Answer these and we might be able to help. I used mast in my last prep and it worked great, but I was also at about 5-6% bf.

_*Icon
*_


Swfl said:


> What's your Bf% if you arent lean to stwrt with youll never see mucg results. Also how is your diet?  3rd how old are you?
> 
> Sent from my SAMSUNG-SGH-I337 using Tapatalk


----------



## hoyle21 (Dec 13, 2013)

It's to BS to think you have to be lean to notice masteron.   You won't get the full effect but his muscles should feel harder to the touch and his libido should be through the roof.

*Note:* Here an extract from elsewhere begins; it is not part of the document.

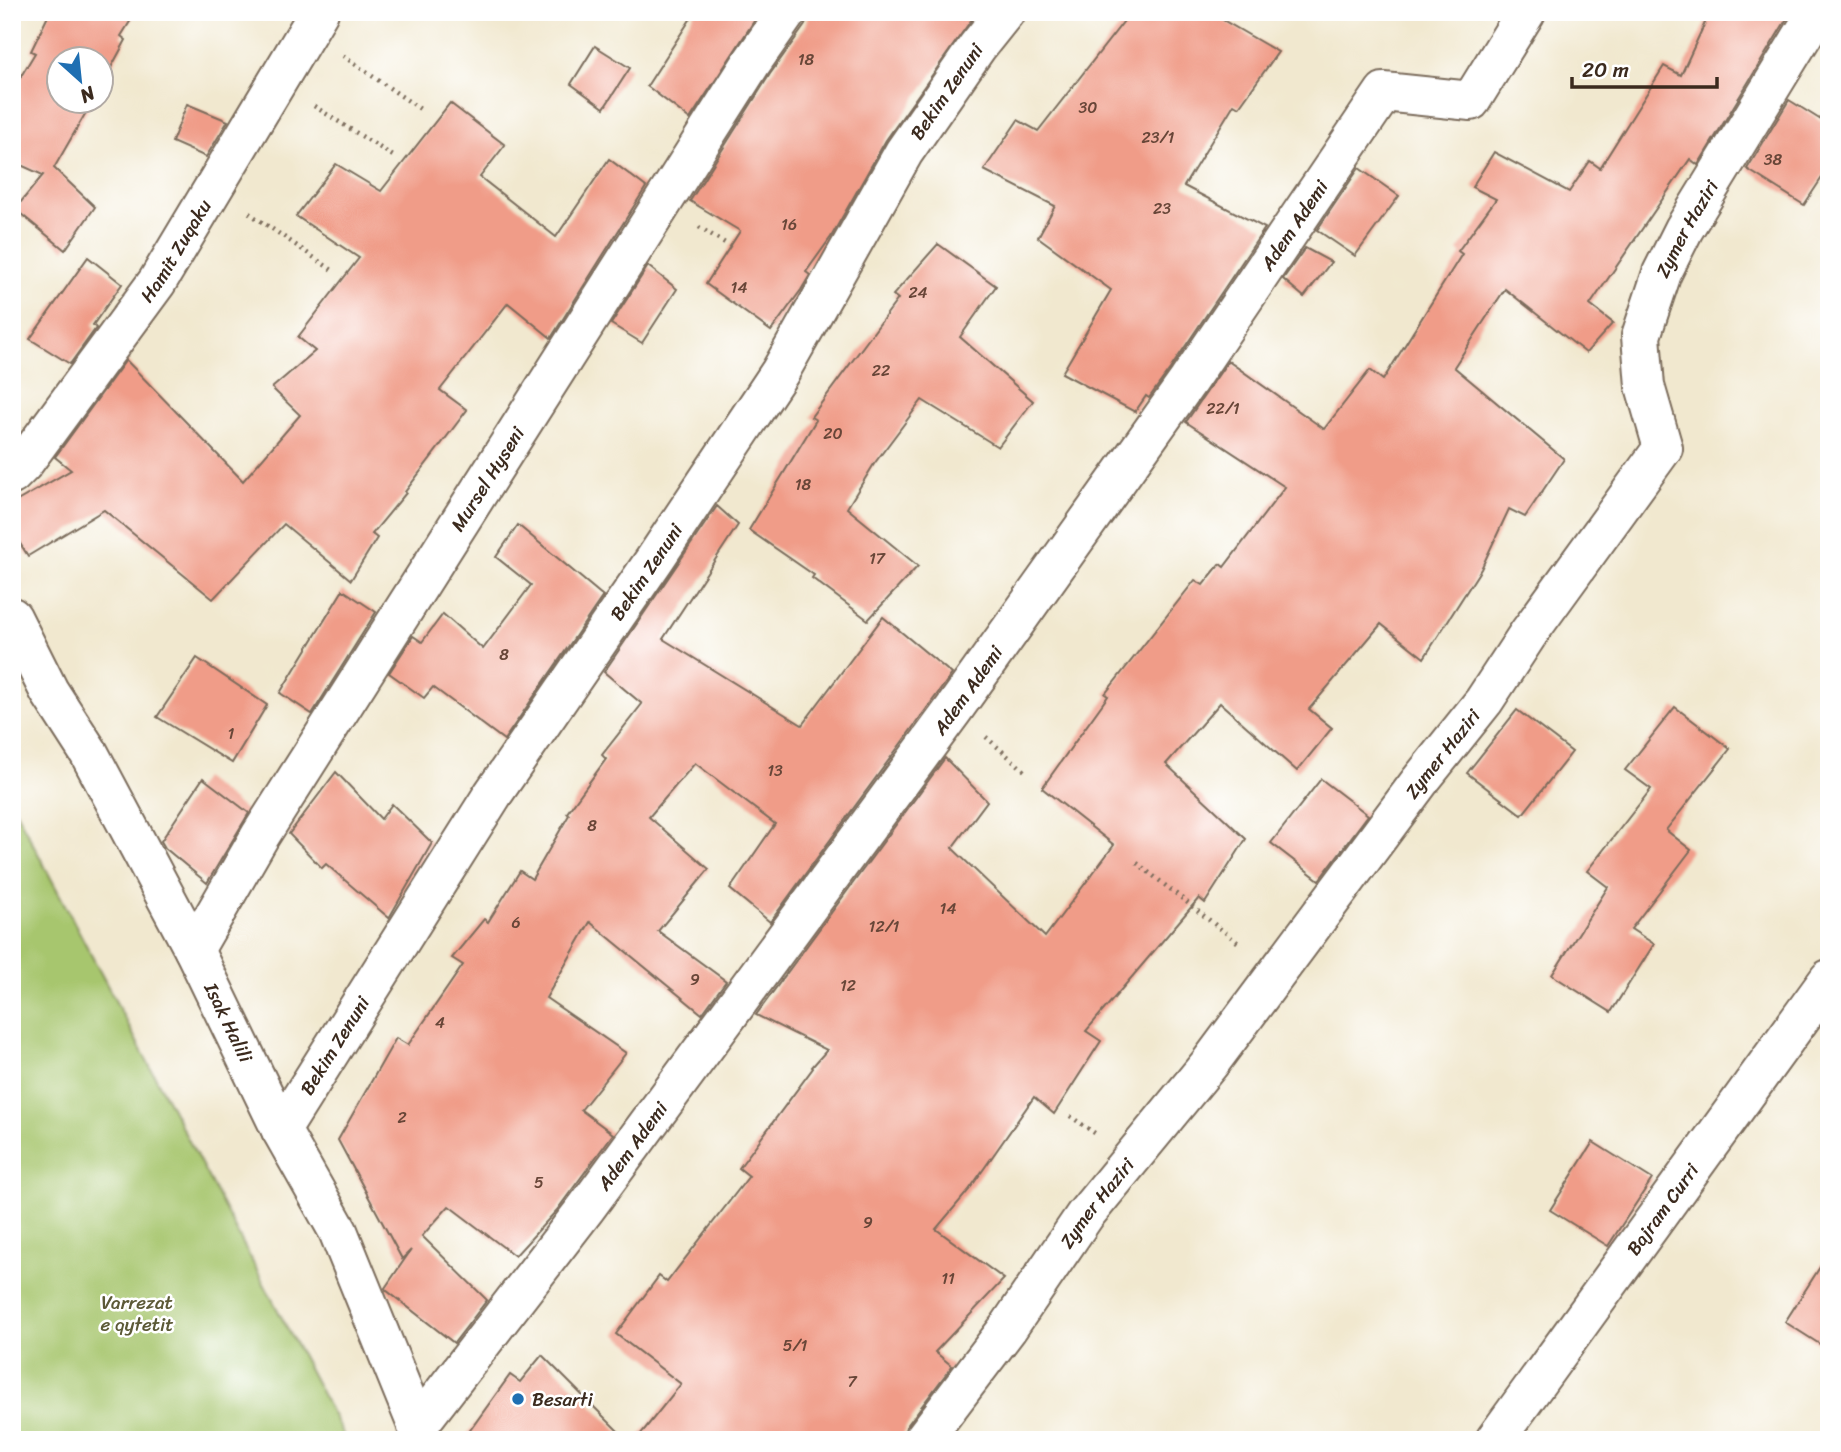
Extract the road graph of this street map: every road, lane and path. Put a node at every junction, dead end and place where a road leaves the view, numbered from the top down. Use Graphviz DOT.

I could have sex 10 times a day on mast.


----------



## SheriV (Dec 13, 2013)

or its something he just plain doesn't respond to, or respond to well. i find it hard to believe out of 7 places they were all bunk..that'd be like, the worst fucking luck ever.


----------



## hypo_glycemic (Dec 13, 2013)

Mast works killer with me. Works best on low b/f and ran with prop. Bottle of veins!!!


----------



## jay_steel (Dec 13, 2013)

i only like to run mast when i am close to a show to really harden up and use it for its anti DHT purposes. Give NPP a try its great stuff i loved it. It is not to harsh and can be ran lower dose with good results.


----------



## BIGBEN2011 (Dec 13, 2013)

I like it just makes my hair fall out like crazy as does proviron. but yes even if high bf should notice how hard you are every where. run test e ,tren e and mast e and some anavar if your not supper supper ripped like crazy just quite. you said all of it has been mast p try mast e at higher doses if that don't work your a non responder.


----------



## IronAddict (Dec 13, 2013)

Was that all you were running? Mast can be run solo but 500 700 mg a wk is where you need to be.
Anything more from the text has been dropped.